Some clients leave to find another outlet rather than queue. Affoué, the booth manager and a former accountant, knows that losing a client means lost commission. ‘You lose the customer and you lose the commission. So you have to take good care of clients so that commissions can increase and you can earn a net profit,’ she says.
Lost customers, lost profits
Mobile money operators such as Orange, Moov, MTN and Wave pay commissions to booth managers. For example, a 10,000 CFA franc transaction brings in between 20 and 60 CFA francs (3 to 9 euro cents). More transactions and larger sums mean higher revenue.
But the system breaks down when there is no cash or credit.
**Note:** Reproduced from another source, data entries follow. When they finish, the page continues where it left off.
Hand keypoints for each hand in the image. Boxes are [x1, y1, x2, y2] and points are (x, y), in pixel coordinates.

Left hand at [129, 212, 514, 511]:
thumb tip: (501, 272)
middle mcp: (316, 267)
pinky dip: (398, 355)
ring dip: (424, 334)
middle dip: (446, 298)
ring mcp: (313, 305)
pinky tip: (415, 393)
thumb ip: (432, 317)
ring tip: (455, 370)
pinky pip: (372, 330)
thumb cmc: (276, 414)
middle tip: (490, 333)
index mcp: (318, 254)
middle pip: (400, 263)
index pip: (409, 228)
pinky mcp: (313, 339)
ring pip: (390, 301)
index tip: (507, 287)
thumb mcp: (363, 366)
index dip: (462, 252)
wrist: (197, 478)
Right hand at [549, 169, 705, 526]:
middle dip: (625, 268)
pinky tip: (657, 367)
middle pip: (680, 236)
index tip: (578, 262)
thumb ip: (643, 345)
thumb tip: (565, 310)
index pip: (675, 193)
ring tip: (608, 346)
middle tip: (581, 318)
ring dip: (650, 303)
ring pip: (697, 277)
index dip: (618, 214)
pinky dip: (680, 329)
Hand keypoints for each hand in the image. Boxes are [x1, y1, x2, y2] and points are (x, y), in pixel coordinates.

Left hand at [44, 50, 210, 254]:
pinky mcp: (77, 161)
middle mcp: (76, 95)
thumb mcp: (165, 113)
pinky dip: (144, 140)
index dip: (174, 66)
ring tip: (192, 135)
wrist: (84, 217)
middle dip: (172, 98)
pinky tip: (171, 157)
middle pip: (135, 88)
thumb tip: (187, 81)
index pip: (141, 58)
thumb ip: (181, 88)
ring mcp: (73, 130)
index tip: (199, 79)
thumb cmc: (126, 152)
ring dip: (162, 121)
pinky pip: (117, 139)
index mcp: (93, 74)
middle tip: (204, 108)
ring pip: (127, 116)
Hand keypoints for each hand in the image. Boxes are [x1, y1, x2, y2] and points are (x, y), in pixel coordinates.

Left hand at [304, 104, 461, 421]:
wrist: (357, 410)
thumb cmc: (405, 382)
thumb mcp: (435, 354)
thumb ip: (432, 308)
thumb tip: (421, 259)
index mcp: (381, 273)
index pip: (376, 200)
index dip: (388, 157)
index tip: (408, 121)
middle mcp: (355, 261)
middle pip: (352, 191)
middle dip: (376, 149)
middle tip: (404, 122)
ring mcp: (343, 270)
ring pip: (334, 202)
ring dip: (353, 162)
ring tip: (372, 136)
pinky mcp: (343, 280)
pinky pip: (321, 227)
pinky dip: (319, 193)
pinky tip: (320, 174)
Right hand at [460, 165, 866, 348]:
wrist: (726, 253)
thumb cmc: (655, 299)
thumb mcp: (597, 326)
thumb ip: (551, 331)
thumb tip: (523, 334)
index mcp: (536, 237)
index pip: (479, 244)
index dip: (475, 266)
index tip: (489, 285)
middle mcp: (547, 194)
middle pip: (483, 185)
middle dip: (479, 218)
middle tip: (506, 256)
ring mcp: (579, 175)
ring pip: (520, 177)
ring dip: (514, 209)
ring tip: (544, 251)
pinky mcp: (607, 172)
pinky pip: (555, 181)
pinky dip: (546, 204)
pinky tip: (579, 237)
Agents have to close their booths to restock from operators or banks. ‘They lose customers, they don’t earn enough commissions, it’s not profitable, and they are forced to shut down and go to distributors,’ Affoué adds.
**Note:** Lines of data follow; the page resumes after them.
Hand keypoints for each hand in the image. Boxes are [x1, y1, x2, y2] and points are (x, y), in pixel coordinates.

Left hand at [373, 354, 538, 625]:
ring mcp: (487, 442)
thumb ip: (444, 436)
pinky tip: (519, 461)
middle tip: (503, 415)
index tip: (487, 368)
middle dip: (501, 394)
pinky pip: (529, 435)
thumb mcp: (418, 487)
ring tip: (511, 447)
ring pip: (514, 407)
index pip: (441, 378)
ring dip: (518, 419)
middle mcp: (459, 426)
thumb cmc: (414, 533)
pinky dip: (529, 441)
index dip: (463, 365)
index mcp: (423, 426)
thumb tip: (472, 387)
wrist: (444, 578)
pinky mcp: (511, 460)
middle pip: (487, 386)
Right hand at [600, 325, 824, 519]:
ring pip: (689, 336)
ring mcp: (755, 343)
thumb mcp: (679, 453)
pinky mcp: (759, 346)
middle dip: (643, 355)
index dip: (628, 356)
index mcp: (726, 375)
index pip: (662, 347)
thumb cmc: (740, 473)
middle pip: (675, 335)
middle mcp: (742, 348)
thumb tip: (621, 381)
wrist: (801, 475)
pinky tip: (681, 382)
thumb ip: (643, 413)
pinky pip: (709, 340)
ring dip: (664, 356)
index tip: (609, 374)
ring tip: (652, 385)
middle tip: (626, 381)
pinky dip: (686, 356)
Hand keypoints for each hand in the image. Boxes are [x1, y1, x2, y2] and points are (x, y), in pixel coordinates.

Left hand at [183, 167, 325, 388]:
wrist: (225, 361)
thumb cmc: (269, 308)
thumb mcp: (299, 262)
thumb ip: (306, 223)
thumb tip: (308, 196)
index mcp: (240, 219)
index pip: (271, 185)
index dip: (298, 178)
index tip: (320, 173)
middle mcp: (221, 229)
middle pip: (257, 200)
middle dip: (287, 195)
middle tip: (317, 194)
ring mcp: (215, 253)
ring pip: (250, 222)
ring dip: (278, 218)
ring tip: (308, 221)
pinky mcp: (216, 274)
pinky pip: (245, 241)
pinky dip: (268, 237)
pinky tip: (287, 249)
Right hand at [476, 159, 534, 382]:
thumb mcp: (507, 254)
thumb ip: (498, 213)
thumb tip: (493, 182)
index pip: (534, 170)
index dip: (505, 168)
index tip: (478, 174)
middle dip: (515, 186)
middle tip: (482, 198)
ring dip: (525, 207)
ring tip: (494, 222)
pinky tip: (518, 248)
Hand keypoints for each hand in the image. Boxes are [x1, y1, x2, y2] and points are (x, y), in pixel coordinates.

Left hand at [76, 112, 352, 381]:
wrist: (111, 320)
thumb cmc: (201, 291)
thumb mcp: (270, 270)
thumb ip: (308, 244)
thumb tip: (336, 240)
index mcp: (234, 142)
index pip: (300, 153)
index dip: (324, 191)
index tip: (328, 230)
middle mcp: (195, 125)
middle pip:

Motorbike cash delivery for faster service
Gertrude Yapi, operations director of Leya, an Abidjan-based startup, has set up a motorbike cash delivery service to help mobile money points stay supplied. ‘We supply credit in less than four minutes, and send cash in under 30 minutes to satisfy customers. This allows points of sale to increase turnover by 50 per cent,’ she says. Leya now has more than 3,000 active clients in four cities: Abidjan, Bondoukou, Bouaké and Korhogo.
Economist Kassoum Timité stresses that uninterrupted service is vital for the wider economy. ‘Mobile money directly serves the informal sector, which represents the biggest share of economic activity in Côte d’Ivoire — about 40 per cent of GDP, according to the IMF. So a cash shortage will slow transactions and reduce overall economic activity,’ he says.
In 2024, more than 140 billion CFA francs (over 210 million euros) were exchanged daily via mobile money, according to the ivoirien agency for financial inclusion — nearly four times the figure for 2020.